Naturally, each one has a backstory. Lieutenant Sue Lawson (Eloise Mumford, soon to be better known as Kate Kavanagh in Fifty Shades Of Grey) is a general’s daughter whose dreams of becoming a fighter pilot were dashed when she suffered a partially detached retina during a boxing match. Airman Jack Bowles (Matt O’Leary, who played The Brain in Brick) still suffers from the memory of a previous strike that resulted in the deaths of an innocent mother and child, though he pretends not to think about it. By dramatically convenient chance, Sue’s first day on the job happens to coincide with the sudden appearance, following weeks of fruitless surveillance, of a high-value target: Al-Qaeda operative Mahmoud Khalil (Amir Khalighi), who shows up for what looks like his birthday party. Does taking him out justify the murder of all the civilian revelers surrounding him, including several kids and a newborn infant? Should a military officer disobey direct orders when those orders conflict with the dictates of conscience? Is this entire movie going to be confined to one small trailer in the middle of the Nevada desert?
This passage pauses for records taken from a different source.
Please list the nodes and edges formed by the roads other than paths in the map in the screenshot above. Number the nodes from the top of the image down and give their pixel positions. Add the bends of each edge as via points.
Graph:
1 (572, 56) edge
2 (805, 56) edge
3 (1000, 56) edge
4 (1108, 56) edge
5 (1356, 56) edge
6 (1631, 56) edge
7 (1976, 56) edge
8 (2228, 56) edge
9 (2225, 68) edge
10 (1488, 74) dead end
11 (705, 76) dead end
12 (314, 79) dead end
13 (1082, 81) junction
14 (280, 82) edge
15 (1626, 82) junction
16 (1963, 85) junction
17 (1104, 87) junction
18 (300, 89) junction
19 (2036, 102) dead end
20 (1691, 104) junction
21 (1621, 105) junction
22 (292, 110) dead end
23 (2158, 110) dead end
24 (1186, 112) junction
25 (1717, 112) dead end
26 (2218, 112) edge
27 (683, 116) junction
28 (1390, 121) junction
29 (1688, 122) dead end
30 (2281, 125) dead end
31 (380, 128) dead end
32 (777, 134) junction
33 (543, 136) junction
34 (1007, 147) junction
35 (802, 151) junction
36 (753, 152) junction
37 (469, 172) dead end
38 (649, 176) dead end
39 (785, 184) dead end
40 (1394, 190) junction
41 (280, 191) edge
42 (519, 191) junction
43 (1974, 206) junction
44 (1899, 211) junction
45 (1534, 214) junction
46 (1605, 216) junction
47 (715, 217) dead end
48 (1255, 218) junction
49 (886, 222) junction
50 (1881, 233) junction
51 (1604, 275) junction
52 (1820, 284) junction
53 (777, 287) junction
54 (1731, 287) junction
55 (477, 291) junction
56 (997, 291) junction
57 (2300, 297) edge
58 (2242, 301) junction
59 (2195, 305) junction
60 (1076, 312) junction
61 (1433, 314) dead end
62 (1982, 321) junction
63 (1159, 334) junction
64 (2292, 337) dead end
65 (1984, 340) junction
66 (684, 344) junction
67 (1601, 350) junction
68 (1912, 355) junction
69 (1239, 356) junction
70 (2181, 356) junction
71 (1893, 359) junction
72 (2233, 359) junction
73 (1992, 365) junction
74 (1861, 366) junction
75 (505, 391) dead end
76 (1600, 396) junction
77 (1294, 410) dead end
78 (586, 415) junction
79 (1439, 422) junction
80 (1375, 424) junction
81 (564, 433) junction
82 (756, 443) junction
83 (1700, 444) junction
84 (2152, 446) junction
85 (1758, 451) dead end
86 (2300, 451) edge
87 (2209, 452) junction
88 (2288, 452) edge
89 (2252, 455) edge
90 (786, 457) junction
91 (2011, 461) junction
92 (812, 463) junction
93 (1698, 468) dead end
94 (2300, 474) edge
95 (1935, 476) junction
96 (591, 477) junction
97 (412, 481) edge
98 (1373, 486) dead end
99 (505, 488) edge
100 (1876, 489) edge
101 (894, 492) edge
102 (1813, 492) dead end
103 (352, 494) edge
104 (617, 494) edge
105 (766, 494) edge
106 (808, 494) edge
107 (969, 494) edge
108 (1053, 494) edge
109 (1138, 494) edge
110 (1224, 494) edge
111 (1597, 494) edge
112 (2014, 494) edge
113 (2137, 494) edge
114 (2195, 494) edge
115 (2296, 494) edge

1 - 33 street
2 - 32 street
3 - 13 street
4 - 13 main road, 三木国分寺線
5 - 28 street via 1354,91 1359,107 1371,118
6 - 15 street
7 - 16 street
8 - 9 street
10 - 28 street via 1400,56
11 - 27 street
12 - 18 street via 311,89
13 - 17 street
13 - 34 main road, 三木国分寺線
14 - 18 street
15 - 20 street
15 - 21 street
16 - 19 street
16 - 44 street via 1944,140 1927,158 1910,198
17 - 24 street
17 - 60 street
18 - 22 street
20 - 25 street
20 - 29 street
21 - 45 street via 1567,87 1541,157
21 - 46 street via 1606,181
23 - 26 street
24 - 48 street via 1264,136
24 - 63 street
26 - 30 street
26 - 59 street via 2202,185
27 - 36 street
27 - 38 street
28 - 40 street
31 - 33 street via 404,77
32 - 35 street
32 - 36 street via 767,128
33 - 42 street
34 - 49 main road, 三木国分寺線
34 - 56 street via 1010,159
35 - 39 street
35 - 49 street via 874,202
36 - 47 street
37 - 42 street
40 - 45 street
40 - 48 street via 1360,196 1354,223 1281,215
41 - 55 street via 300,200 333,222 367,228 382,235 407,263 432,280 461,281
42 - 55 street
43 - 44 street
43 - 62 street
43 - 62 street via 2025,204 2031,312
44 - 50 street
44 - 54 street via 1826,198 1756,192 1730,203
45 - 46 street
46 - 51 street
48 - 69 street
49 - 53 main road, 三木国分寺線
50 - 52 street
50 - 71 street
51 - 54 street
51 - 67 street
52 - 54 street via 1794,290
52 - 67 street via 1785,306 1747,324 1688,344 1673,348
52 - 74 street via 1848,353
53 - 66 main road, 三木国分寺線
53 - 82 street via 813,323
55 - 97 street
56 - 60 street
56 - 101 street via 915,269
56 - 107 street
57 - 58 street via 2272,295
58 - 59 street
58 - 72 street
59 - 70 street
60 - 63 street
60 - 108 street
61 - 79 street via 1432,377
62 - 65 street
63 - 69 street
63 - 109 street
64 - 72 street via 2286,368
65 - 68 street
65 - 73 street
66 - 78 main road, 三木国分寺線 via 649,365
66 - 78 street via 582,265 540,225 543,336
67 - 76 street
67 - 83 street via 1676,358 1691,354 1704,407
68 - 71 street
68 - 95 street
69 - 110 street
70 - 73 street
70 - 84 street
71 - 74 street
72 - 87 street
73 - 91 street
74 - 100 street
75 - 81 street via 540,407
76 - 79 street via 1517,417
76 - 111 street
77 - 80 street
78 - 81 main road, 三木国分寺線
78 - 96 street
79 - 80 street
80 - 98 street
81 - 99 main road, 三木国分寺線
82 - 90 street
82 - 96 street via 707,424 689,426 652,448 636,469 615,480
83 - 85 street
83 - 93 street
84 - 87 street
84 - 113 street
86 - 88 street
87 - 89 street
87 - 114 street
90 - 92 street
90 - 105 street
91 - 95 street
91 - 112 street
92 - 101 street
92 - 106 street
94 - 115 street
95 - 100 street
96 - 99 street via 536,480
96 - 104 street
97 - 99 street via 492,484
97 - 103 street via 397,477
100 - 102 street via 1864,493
The answer to the last question, alas, is yes. Drones doesn’t appear to have been adapted from a stage play, but that’s clearly where this material belongs—not just because of the single location, but because screenwriter Matt Witten’s didactic, confrontational dialogue is ideally suited to the theater. Even in that context, though, it’d be hard to swallow the implausible plot twist that sees Sue and Jack abruptly switch sides, with the one who’d refused to launch the missile (even when threatened with a charge of treason) now eager to lay waste to everything in sight, and vice versa. Mumford and O’Leary struggle to make sense of their characters, but are stymied by a script that regards them primarily as mouthpieces for talking points that, again, aren’t even the points anyone’s using when talking about drone warfare. Challenging conventional wisdom has its place, but Drones is the equivalent of an issue-driven movie about the NSA featuring agents who feel really creepy about spying on people. That’s not the problem.